Shutup mom I wanted to say. Oh my with’ring soul is maybe more like what I felt, but I doubt that at eight years old I would have used a word like with’ring. Instead I looked at my brother who had somehow known the sentence sitting on my mother’s tongue. So now it was out in the open and my brother had known and my mom had known and my step-dad had probably known, too.

I was thinking that maybe the reason my mom looked so sad when she came downstairs was because our puppy had eaten one of my Archie comics or something like that. We still hadn’t gotten the hang of having a dog in the house. So she ate stuff and scratched her chubby little claws on our coffee table until someone noticed and said Moochie, go lie down. And whoever it was that noticed would point to a corner and our new puppy would look up at us and her puppy eyebrows would move around a lot like she was trying real hard to understand what we were saying and we would forget that she had scratched the coffee table and we’d go Aww, it’s okay puppy, just don’t do it anymore, okay? And later on she would go scratch some more stuff.

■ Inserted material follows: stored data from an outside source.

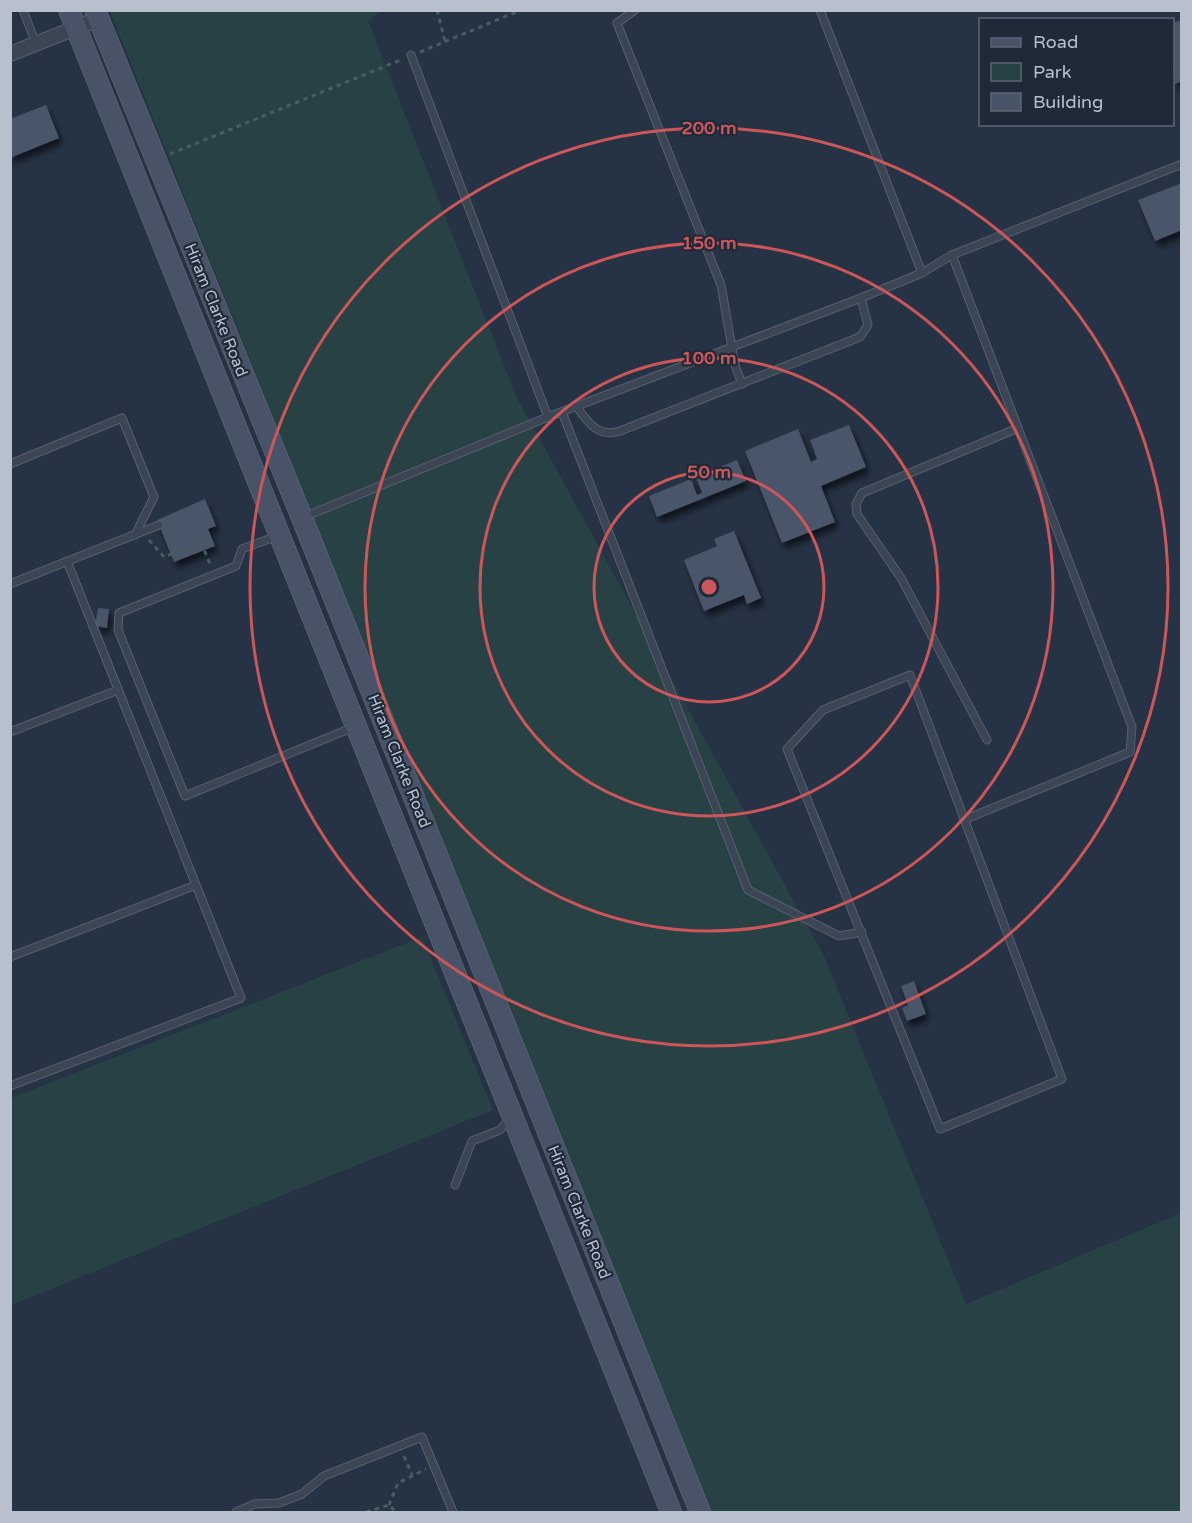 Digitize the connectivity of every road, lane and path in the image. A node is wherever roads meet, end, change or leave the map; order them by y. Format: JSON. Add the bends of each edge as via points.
{"nodes":[{"id":1,"x":23,"y":10,"type":"edge"},
{"id":2,"x":437,"y":10,"type":"edge"},
{"id":3,"x":521,"y":10,"type":"edge"},
{"id":4,"x":635,"y":10,"type":"edge"},
{"id":5,"x":820,"y":10,"type":"edge"},
{"id":6,"x":97,"y":15,"type":"edge"},
{"id":7,"x":73,"y":19,"type":"edge"},
{"id":8,"x":445,"y":41,"type":"junction"},
{"id":9,"x":36,"y":44,"type":"junction"},
{"id":10,"x":10,"y":54,"type":"edge"},
{"id":11,"x":411,"y":55,"type":"junction"},
{"id":12,"x":155,"y":160,"type":"junction"},
{"id":13,"x":1182,"y":164,"type":"edge"},
{"id":14,"x":952,"y":255,"type":"junction"},
{"id":15,"x":922,"y":273,"type":"junction"},
{"id":16,"x":211,"y":297,"type":"junction"},
{"id":17,"x":861,"y":298,"type":"junction"},
{"id":18,"x":189,"y":306,"type":"junction"},
{"id":19,"x":733,"y":347,"type":"junction"},
{"id":20,"x":742,"y":384,"type":"junction"},
{"id":21,"x":577,"y":407,"type":"junction"},
{"id":22,"x":562,"y":412,"type":"junction"},
{"id":23,"x":548,"y":417,"type":"junction"},
{"id":24,"x":1018,"y":428,"type":"junction"},
{"id":25,"x":10,"y":464,"type":"edge"},
{"id":26,"x":302,"y":518,"type":"junction"},
{"id":27,"x":159,"y":525,"type":"joint"},
{"id":28,"x":138,"y":533,"type":"junction"},
{"id":29,"x":277,"y":536,"type":"junction"},
{"id":30,"x":177,"y":552,"type":"junction"},
{"id":31,"x":67,"y":561,"type":"junction"},
{"id":32,"x":214,"y":574,"type":"junction"},
{"id":33,"x":10,"y":584,"type":"edge"},
{"id":34,"x":118,"y":690,"type":"junction"},
{"id":35,"x":380,"y":713,"type":"junction"},
{"id":36,"x":357,"y":726,"type":"junction"},
{"id":37,"x":10,"y":732,"type":"edge"},
{"id":38,"x":987,"y":740,"type":"dead end"},
{"id":39,"x":966,"y":819,"type":"junction"},
{"id":40,"x":196,"y":885,"type":"junction"},
{"id":41,"x":458,"y":909,"type":"junction"},
{"id":42,"x":433,"y":919,"type":"junction"},
{"id":43,"x":862,"y":932,"type":"junction"},
{"id":44,"x":10,"y":957,"type":"edge"},
{"id":45,"x":10,"y":1086,"type":"edge"},
{"id":46,"x":537,"y":1106,"type":"junction"},
{"id":47,"x":513,"y":1115,"type":"junction"},
{"id":48,"x":455,"y":1185,"type":"dead end"},
{"id":49,"x":625,"y":1326,"type":"junction"},
{"id":50,"x":602,"y":1335,"type":"junction"},
{"id":51,"x":405,"y":1457,"type":"dead end"},
{"id":52,"x":434,"y":1466,"type":"junction"},
{"id":53,"x":412,"y":1475,"type":"junction"},
{"id":54,"x":389,"y":1505,"type":"junction"},
{"id":55,"x":236,"y":1512,"type":"edge"},
{"id":56,"x":366,"y":1512,"type":"edge"},
{"id":57,"x":396,"y":1512,"type":"edge"},
{"id":58,"x":453,"y":1512,"type":"edge"},
{"id":59,"x":671,"y":1512,"type":"edge"},
{"id":60,"x":700,"y":1512,"type":"edge"}],
"edges":[{"from":1,"to":9,"type":"lane"},
{"from":2,"to":8,"type":"path"},
{"from":3,"to":8,"type":"path"},
{"from":4,"to":19,"type":"lane","via":[[617,23],[720,285]]},
{"from":5,"to":15,"type":"lane"},
{"from":6,"to":7,"type":"street"},
{"from":6,"to":12,"type":"main road","name":"Hiram Clarke Road"},
{"from":7,"to":9,"type":"street"},
{"from":7,"to":18,"type":"main road","name":"Hiram Clarke Road"},
{"from":8,"to":11,"type":"path"},
{"from":9,"to":10,"type":"street"},
{"from":11,"to":12,"type":"path"},
{"from":11,"to":23,"type":"lane"},
{"from":12,"to":16,"type":"main road","name":"Hiram Clarke Road"},
{"from":13,"to":14,"type":"lane"},
{"from":14,"to":15,"type":"lane"},
{"from":14,"to":24,"type":"lane"},
{"from":15,"to":17,"type":"lane"},
{"from":16,"to":18,"type":"main road"},
{"from":16,"to":26,"type":"main road","name":"Hiram Clarke Road"},
{"from":17,"to":19,"type":"lane"},
{"from":17,"to":20,"type":"lane","via":[[867,325],[860,337]]},
{"from":18,"to":29,"type":"main road","name":"Hiram Clarke Road"},
{"from":19,"to":20,"type":"lane"},
{"from":19,"to":21,"type":"lane"},
{"from":20,"to":21,"type":"lane","via":[[611,434],[599,432]]},
{"from":21,"to":22,"type":"lane"},
{"from":22,"to":23,"type":"lane"},
{"from":22,"to":43,"type":"lane","via":[[748,890],[839,936]]},
{"from":23,"to":26,"type":"lane"},
{"from":24,"to":38,"type":"lane","via":[[862,493],[856,504],[857,514],[901,578]]},
{"from":24,"to":39,"type":"lane","via":[[1132,727],[1130,752]]},
{"from":25,"to":28,"type":"lane","via":[[122,418],[154,497]]},
{"from":26,"to":29,"type":"main road"},
{"from":26,"to":35,"type":"main road","name":"Hiram Clarke Road"},
{"from":27,"to":28,"type":"lane"},
{"from":27,"to":30,"type":"path","via":[[166,523]]},
{"from":28,"to":30,"type":"path","via":[[164,557]]},
{"from":28,"to":31,"type":"lane"},
{"from":29,"to":32,"type":"lane","via":[[242,549],[236,566]]},
{"from":29,"to":36,"type":"main road","name":"Hiram Clarke Road"},
{"from":30,"to":32,"type":"path","via":[[201,542]]},
{"from":31,"to":33,"type":"lane"},
{"from":31,"to":34,"type":"lane"},
{"from":32,"to":36,"type":"lane","via":[[119,613],[118,630],[185,795]]},
{"from":34,"to":37,"type":"lane"},
{"from":34,"to":40,"type":"lane"},
{"from":35,"to":36,"type":"main road"},
{"from":35,"to":41,"type":"main road","name":"Hiram Clarke Road"},
{"from":36,"to":42,"type":"main road","name":"Hiram Clarke Road"},
{"from":39,"to":43,"type":"lane","via":[[909,675],[823,710],[816,717],[788,749]]},
{"from":39,"to":43,"type":"lane","via":[[1062,1079],[940,1129]]},
{"from":40,"to":44,"type":"lane"},
{"from":40,"to":45,"type":"lane","via":[[241,998]]},
{"from":41,"to":42,"type":"main road"},
{"from":41,"to":46,"type":"main road","name":"Hiram Clarke Road"},
{"from":42,"to":47,"type":"main road","name":"Hiram Clarke Road"},
{"from":46,"to":47,"type":"main road"},
{"from":46,"to":49,"type":"main road","name":"Hiram Clarke Road"},
{"from":47,"to":48,"type":"lane","via":[[500,1130],[472,1141]]},
{"from":47,"to":50,"type":"main road","name":"Hiram Clarke Road"},
{"from":49,"to":50,"type":"main road"},
{"from":49,"to":60,"type":"main road","name":"Hiram Clarke Road"},
{"from":50,"to":59,"type":"main road","name":"Hiram Clarke Road"},
{"from":51,"to":53,"type":"path"},
{"from":52,"to":53,"type":"path"},
{"from":52,"to":55,"type":"lane","via":[[422,1437],[324,1476],[295,1497],[279,1503],[255,1504]]},
{"from":52,"to":58,"type":"lane"},
{"from":53,"to":54,"type":"path","via":[[398,1483]]},
{"from":54,"to":56,"type":"path"},
{"from":54,"to":57,"type":"path"}]}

So I stood there at the spot where the kitchen met the living room, which is a spot that I always tripped at because we had what I think is called a “sunken living room” so there’s a very small step, but it’s not an official step, not like a staircase. It just sort of drops off and I always thought it would’ve been a really good idea to have one of those signs that they have on city buses that say Watch your step. But it probably would’ve turned into one of those things you just sort of forget is there after a little while. Like the calendar you get for Christmas and hang up on the back of your bedroom door, promising that you’ll flip it at the appropriate times and write down all your important engagements like Heather’s slumber party, even though you don’t really know her that well and your mom’s “not that keen” on you going. And when your mom says she’s “not that keen” it kinda makes you want to go. Which is weird.

But let’s get back to the important stuff.

Even though it was a day for being sad, me and my brother were young enough not to have the big sort of sad that older people get sometimes. Plus, when we were packing our suitcases into the car, we saw this thing in our driveway and it was running around in very small circles, over and over and we thought maybe it was hurt, so my mom called this man from the animal control place and he came over and told us it was a shrew, and that the shrew was old and blind. Which added to the already sad day. But then the animal control man told us that it would be okay if me and my brother took care of the shrew. Like a pet. And that was really neat, because now we had two pets including our puppy, and we’d never had two pets at the same time except when we were really really little and we had those two birds named Teacup and Bert. So we took care of the shrew. My mom found this clear plastic storage box that was the perfect size for the old, blind shrew and we took some dirt from the garden and put it in the box and filled two bottle caps with water in case the shrew got thirsty. We even made him a sort-of cave and put in one of those little umbrellas that go in drinks. And we kept taking care of him on the way up to Ottawa, my brother and me. We put the box between us in the back seat and filled up his water if it spilled after we went over a bump. And my mom kept saying how it was a sign that we found this shrew. Not a sign like Watch your step, though. A sign like somebody was trying to say that stuff would be okay. But whoever gave us the sign, I think they might’ve had a lot of other signs to give to people because that shrew died when we got to Ottawa.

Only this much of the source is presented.